Los árboles altos y retorcidos formaban un techo verde que apenas dejaba pasar la luz del sol, creando un ambiente sombrío y silencioso.
El grupo caminaba en fila, con Owen al frente, seguido por Henry, Ava, Jacob y la elfa Sophia, que ahora formaba parte de ellos.
Sophia había estado callada durante la mayor parte del día, pero de pronto rompió el silencio con voz temblorosa pero decidida.
—Todo comenzó hace unas semanas —dijo, mirando el suelo mientras caminaba—.
Dos personas llegaron a mi ciudad.
Decían que eran enviados por un rey demonio.
Al principio nadie les creyó, pero empezaron a atacar.
Destruyeron casas, quemaron campos y se llevaron a varios elfos.
Dijeron que si la ciudad no se rendía, el rey demonio vendría en persona y no quedaría nada.
Owen se detuvo y se giró hacia ella.
El resto del grupo también se detuvo, escuchando con atención.
Sophia continuó, con los ojos llenos de miedo y rabia contenida: —Mi ciudad siempre había sido pacífica.

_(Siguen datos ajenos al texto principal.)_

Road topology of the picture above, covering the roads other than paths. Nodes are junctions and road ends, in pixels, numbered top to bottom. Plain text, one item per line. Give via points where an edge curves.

Los elfos no buscamos guerra.
Pero esos dos… usaban el nombre del rey demonio para aterrorizarnos.
La gente tenía miedo de defenderse, pensando que si lo hacían, el verdadero rey demonio aparecería y destruiría todo.

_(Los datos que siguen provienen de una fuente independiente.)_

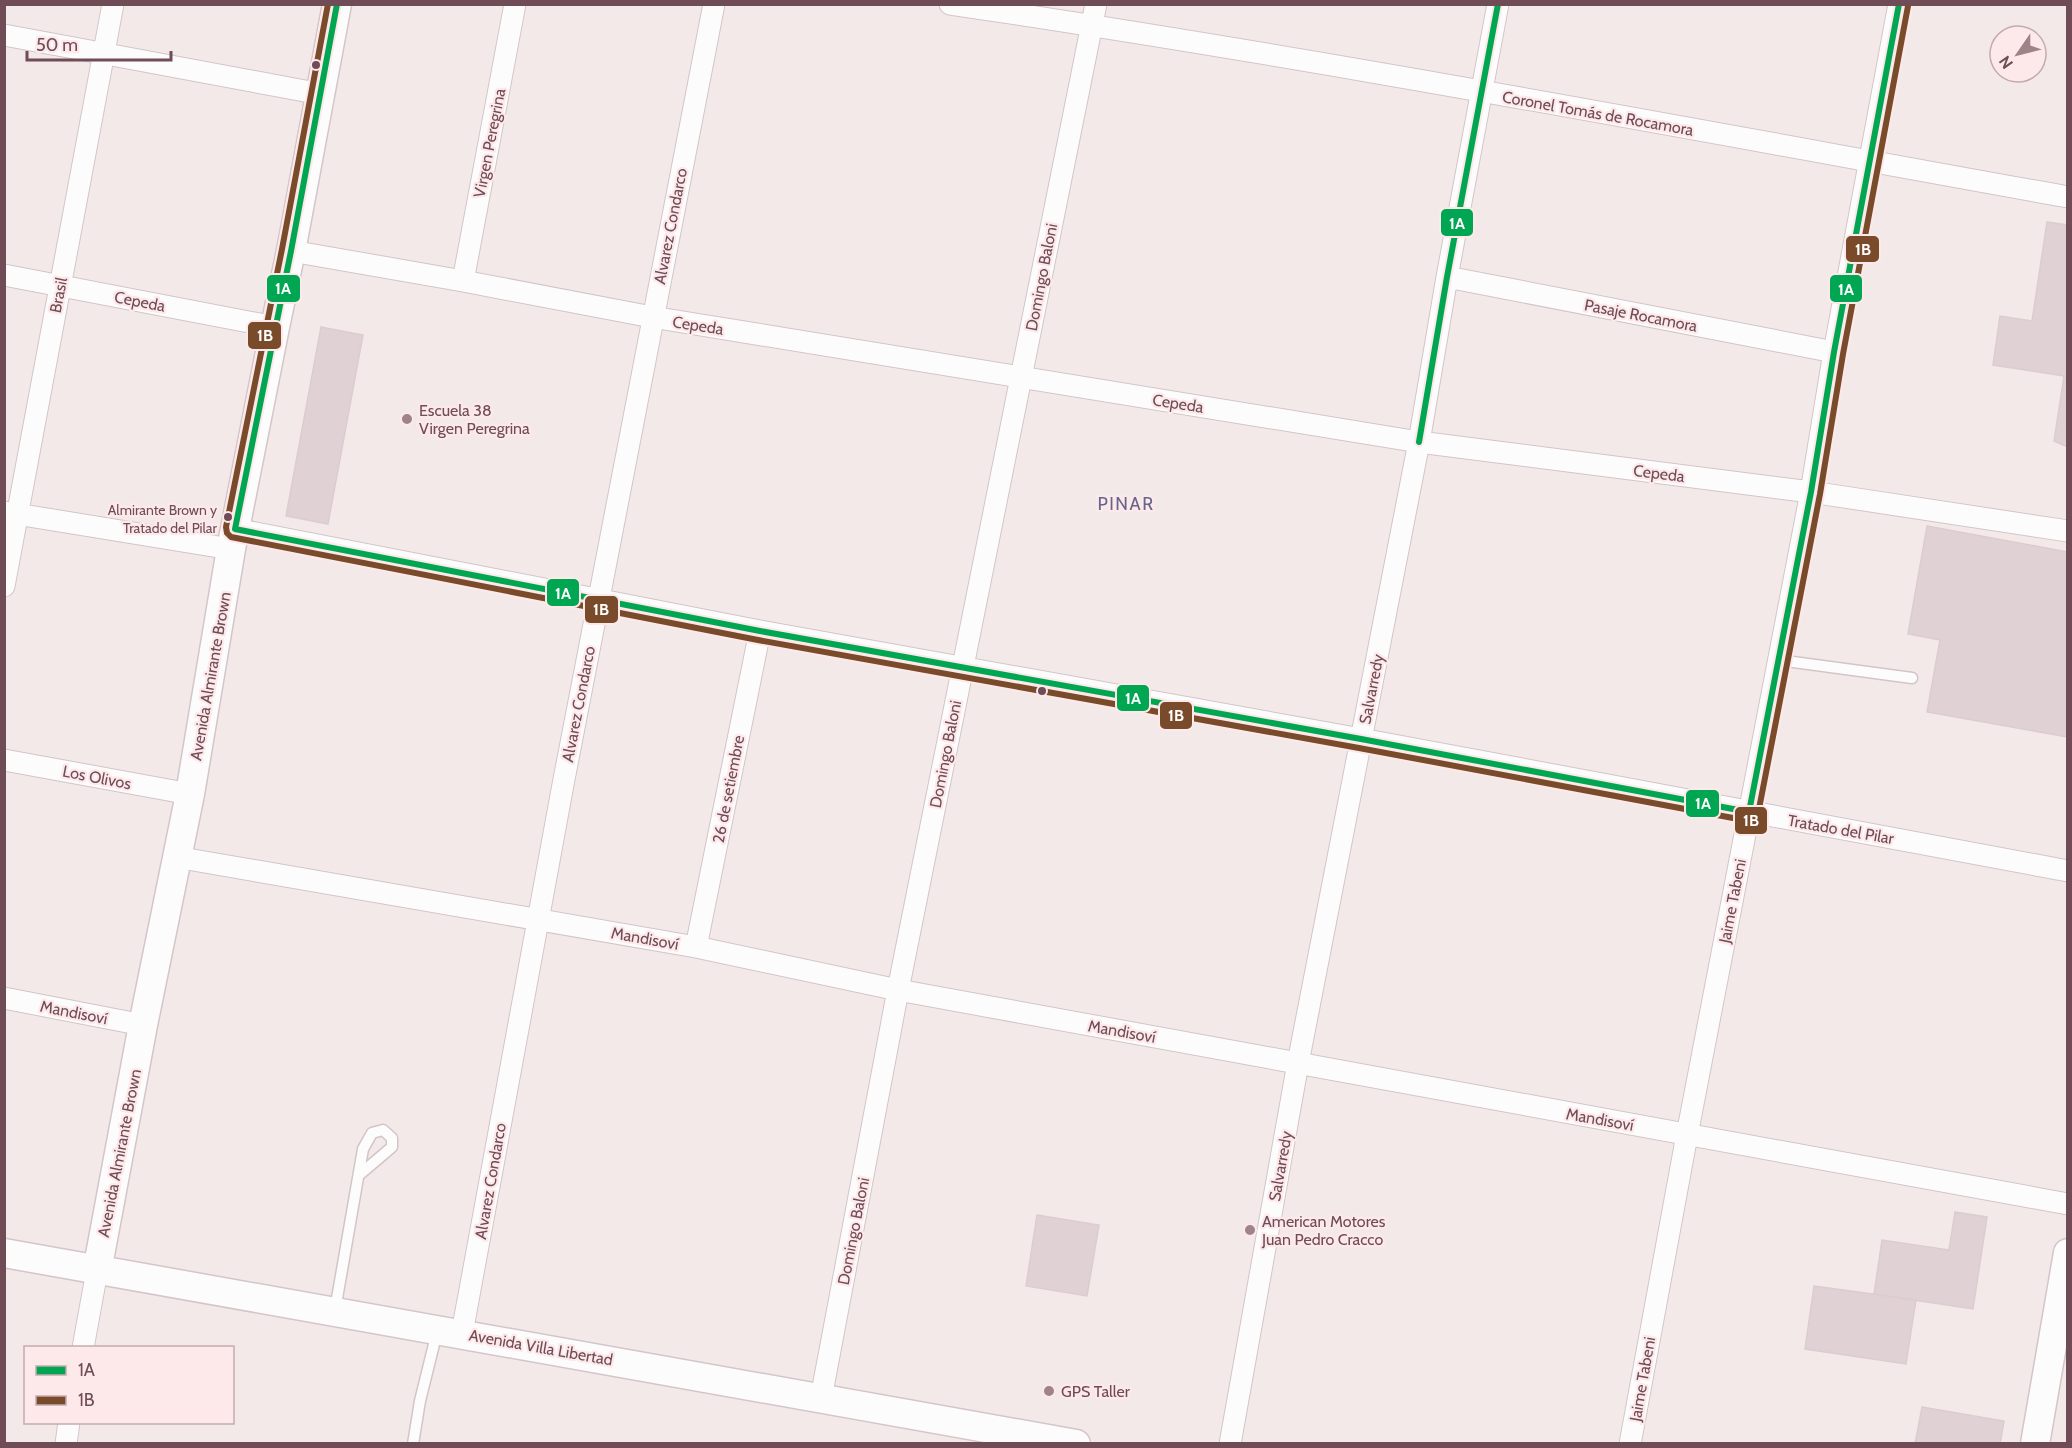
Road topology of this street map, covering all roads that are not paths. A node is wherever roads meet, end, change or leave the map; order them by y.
1 (113, 4) edge
2 (337, 4) edge
3 (515, 4) edge
4 (714, 4) edge
5 (950, 4) edge
6 (1096, 4) edge
7 (1498, 4) edge
8 (1899, 4) edge
9 (1092, 25) junction
10 (4, 35) edge
11 (104, 54) junction
12 (1481, 92) junction
13 (321, 94) junction
14 (1870, 162) junction
15 (2067, 197) edge
16 (291, 251) junction
17 (4, 275) edge
18 (1447, 277) junction
19 (463, 281) junction
20 (60, 285) junction
21 (651, 317) junction
22 (274, 327) junction
23 (1834, 352) junction
24 (1021, 378) junction
25 (1419, 442) junction
26 (1811, 492) junction
27 (10, 513) edge
28 (2067, 531) edge
29 (233, 539) junction
30 (4, 586) edge
31 (598, 599) junction
32 (760, 631) junction
33 (1778, 660) junction
34 (963, 666) junction
35 (1912, 678) dead end
36 (1361, 739) junction
37 (4, 760) edge
38 (190, 794) junction
39 (1749, 812) junction
40 (176, 857) junction
41 (2067, 871) edge
42 (537, 918) junction
43 (696, 947) junction
44 (898, 990) junction
45 (4, 998) edge
46 (143, 1025) junction
47 (1298, 1063) junction
48 (1687, 1135) junction
49 (359, 1175) dead end
50 (2067, 1204) edge
51 (4, 1253) edge
52 (2067, 1253) edge
53 (96, 1271) junction
54 (335, 1313) junction
55 (449, 1332) junction
56 (83, 1346) edge
57 (821, 1398) junction
58 (69, 1424) edge
59 (66, 1443) edge
60 (413, 1443) edge
61 (1076, 1443) edge
62 (1230, 1443) edge
63 (1630, 1443) edge
64 (2035, 1443) edge

1 - 11 street, Brasil
2 - 13 main road, Avenida Almirante Brown
3 - 19 street, Virgen Peregrina
4 - 21 street, Alvarez Condarco
5 - 9 street, Coronel Tomás de Rocamora
6 - 9 street, Domingo Baloni
7 - 12 street, Salvarredy
8 - 14 street, Jaime Tabeni
9 - 12 street, Coronel Tomás de Rocamora
9 - 24 street, Domingo Baloni
10 - 11 street
11 - 13 street
11 - 20 street, Brasil
12 - 14 street, Coronel Tomás de Rocamora
12 - 18 street, Salvarredy
13 - 16 main road, Avenida Almirante Brown
14 - 15 street, Coronel Tomás de Rocamora
14 - 23 street, Jaime Tabeni
16 - 19 street, Cepeda
16 - 22 main road, Avenida Almirante Brown
17 - 20 street, Cepeda
18 - 23 street, Pasaje Rocamora
18 - 25 street, Salvarredy
19 - 21 street, Cepeda
20 - 22 street, Cepeda
20 - 27 street, Brasil
21 - 24 street, Cepeda
21 - 31 street, Alvarez Condarco
22 - 29 main road, Avenida Almirante Brown
23 - 26 street, Jaime Tabeni
24 - 25 street, Cepeda
24 - 34 street, Domingo Baloni
25 - 26 street, Cepeda
25 - 36 street, Salvarredy
26 - 28 street, Cepeda
26 - 33 street, Jaime Tabeni
27 - 29 street, Tratado del Pilar
27 - 30 street, Brasil
29 - 31 street, Tratado del Pilar
29 - 38 main road, Avenida Almirante Brown
31 - 32 street, Tratado del Pilar
31 - 42 street, Alvarez Condarco
32 - 34 street, Tratado del Pilar
32 - 43 street, 26 de setiembre
33 - 35 lane
33 - 39 street, Jaime Tabeni
34 - 36 street, Tratado del Pilar
34 - 44 street, Domingo Baloni
36 - 39 street, Tratado del Pilar
36 - 47 street, Salvarredy
37 - 38 street, Los Olivos
38 - 40 main road, Avenida Almirante Brown
39 - 41 street, Tratado del Pilar
39 - 48 street, Jaime Tabeni
40 - 42 street, Mandisoví
40 - 46 main road, Avenida Almirante Brown
42 - 43 street, Mandisoví
42 - 55 street, Alvarez Condarco
43 - 44 street, Mandisoví
44 - 47 street, Mandisoví
44 - 57 street, Domingo Baloni
45 - 46 street, Mandisoví
46 - 53 main road, Avenida Almirante Brown
47 - 48 street, Mandisoví
47 - 62 street, Salvarredy
48 - 50 street, Mandisoví
48 - 63 street, Jaime Tabeni
49 - 54 lane
51 - 53 main road, Avenida Villa Libertad
52 - 64 main road
53 - 54 main road, Avenida Villa Libertad
53 - 56 street, Avenida Almirante Brown
54 - 55 main road, Avenida Villa Libertad
55 - 57 main road, Avenida Villa Libertad
55 - 60 lane
57 - 61 main road, Avenida Villa Libertad
58 - 59 street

Owen la miró con seriedad.
Su mente trabajaba rápido, uniendo las piezas.
—Sophia… puede que esos que fueron en nombre del rey demonio de hecho no sean sus sirvientes.
Puede que solo estén haciendo lo que quieren y usando el nombre de un rey demonio para que tu ciudad no pueda defenderse por el miedo de que si se resisten, el rey demonio real venga.

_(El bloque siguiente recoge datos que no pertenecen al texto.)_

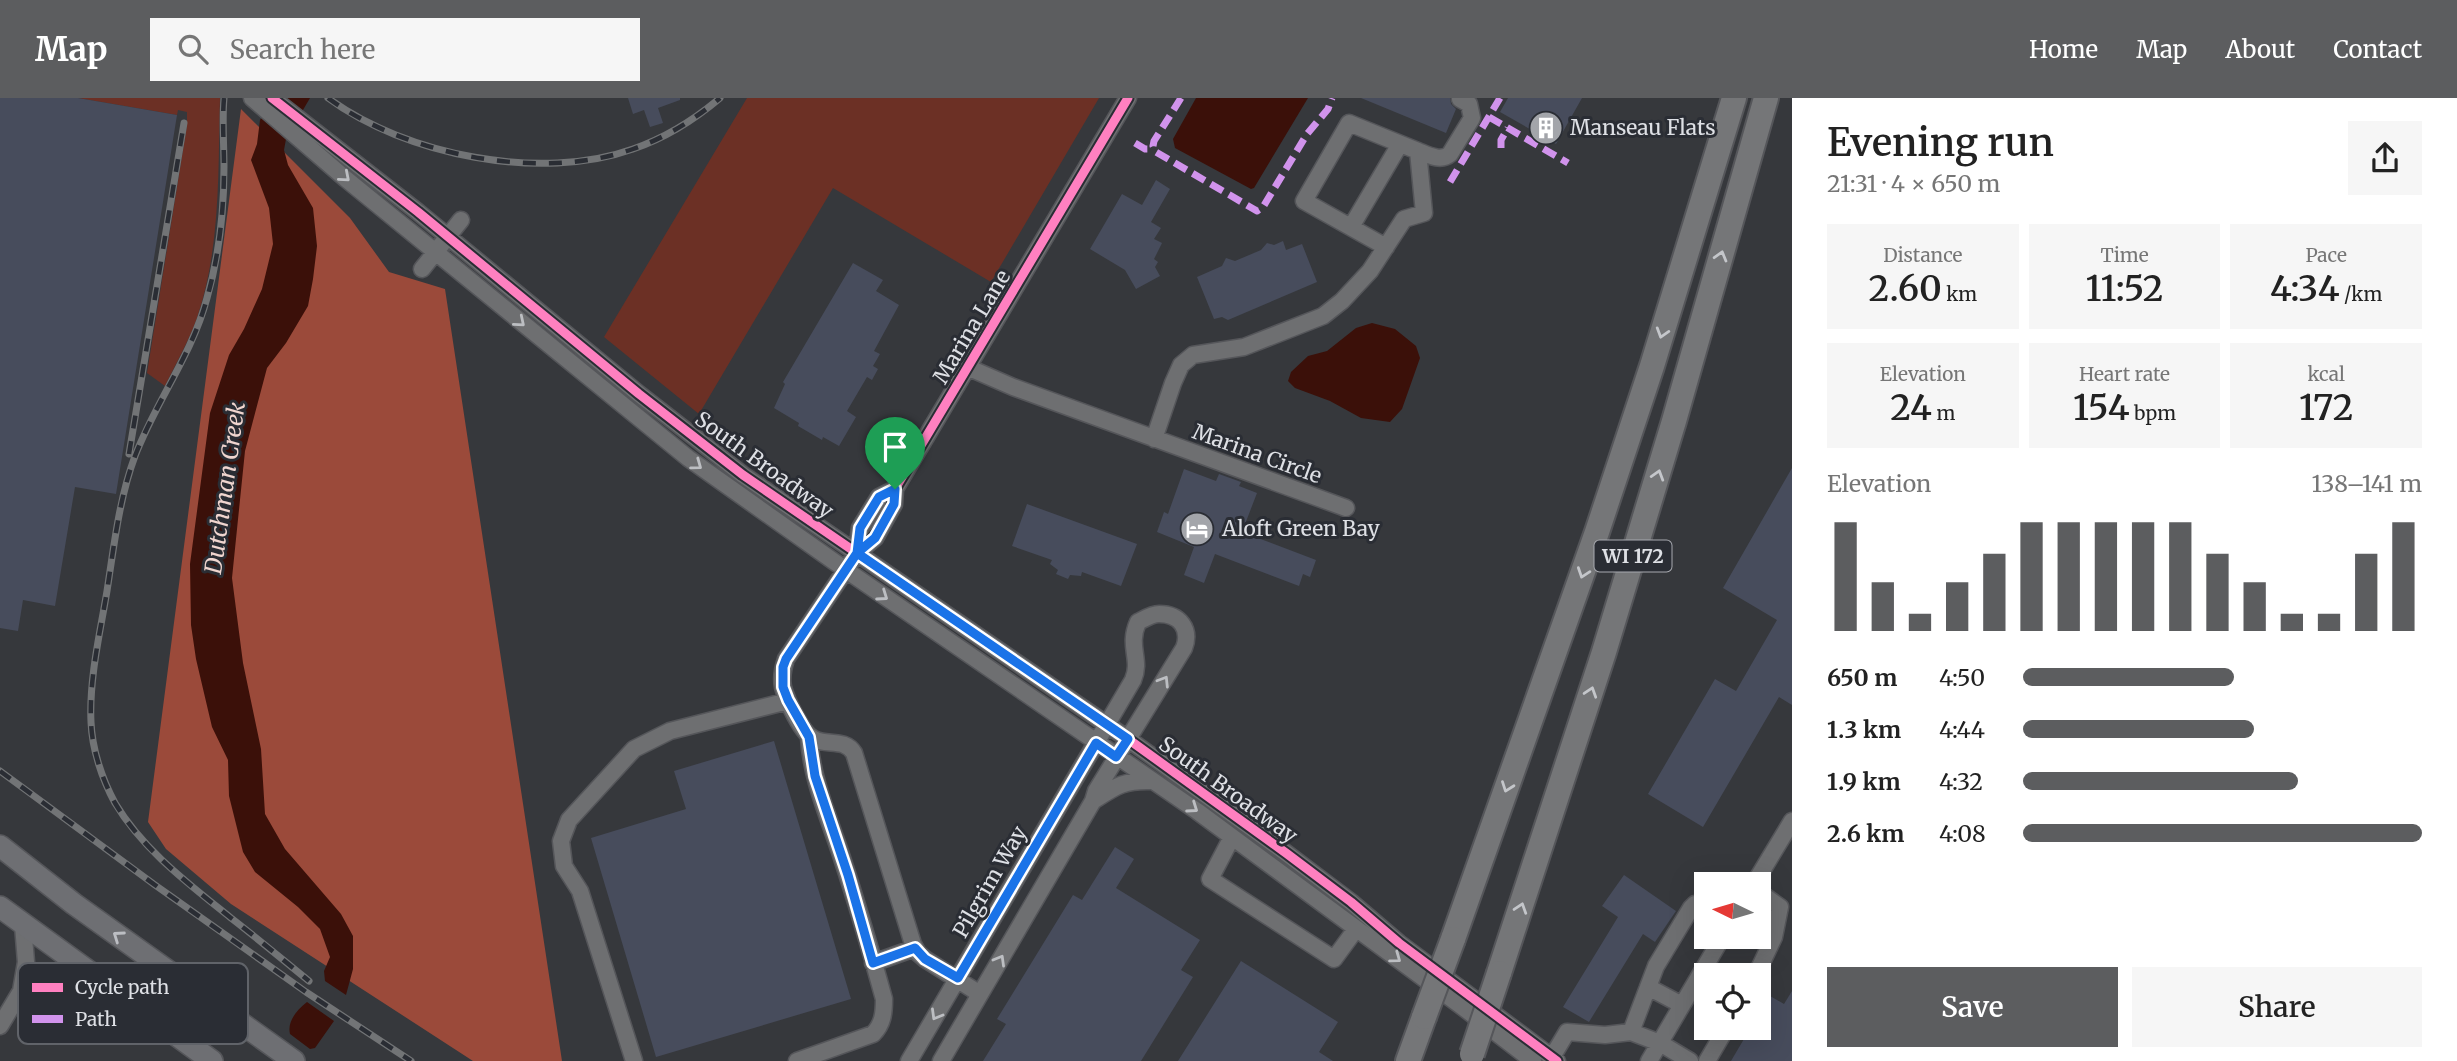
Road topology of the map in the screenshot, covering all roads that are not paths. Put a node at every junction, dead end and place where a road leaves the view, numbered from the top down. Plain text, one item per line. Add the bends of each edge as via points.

Por lo que me cuentas, ellos solo son farsantes.
Debemos llegar lo más rápido posible y hacerles pagar por lo que están haciendo.
Sophia se quedó mirándolo con los ojos muy abiertos.
Había admiración en su mirada.
El humano que acababa de conocer había entendido la situación con una claridad que ella misma no había logrado ver del todo.
—…Es exactamente lo que pasó en mi ciudad —susurró—.
Nadie se atrevía a luchar porque temían que el rey demonio de verdad apareciera.
Esos dos farsantes destruyeron todo sin que nadie se atreviera a detenerlos.
Henry soltó un gruñido de rabia.
—Cobardes que se esconden detrás de un nombre poderoso.
Los odio.
Ava puso una mano en el hombro de Sophia.
—Vamos a ayudar.
No estás sola.
Jacob, aunque nervioso, asintió.
—Juntos.
Owen, un poco apenado, se rascó la nuca con la mano detrás de la cabeza.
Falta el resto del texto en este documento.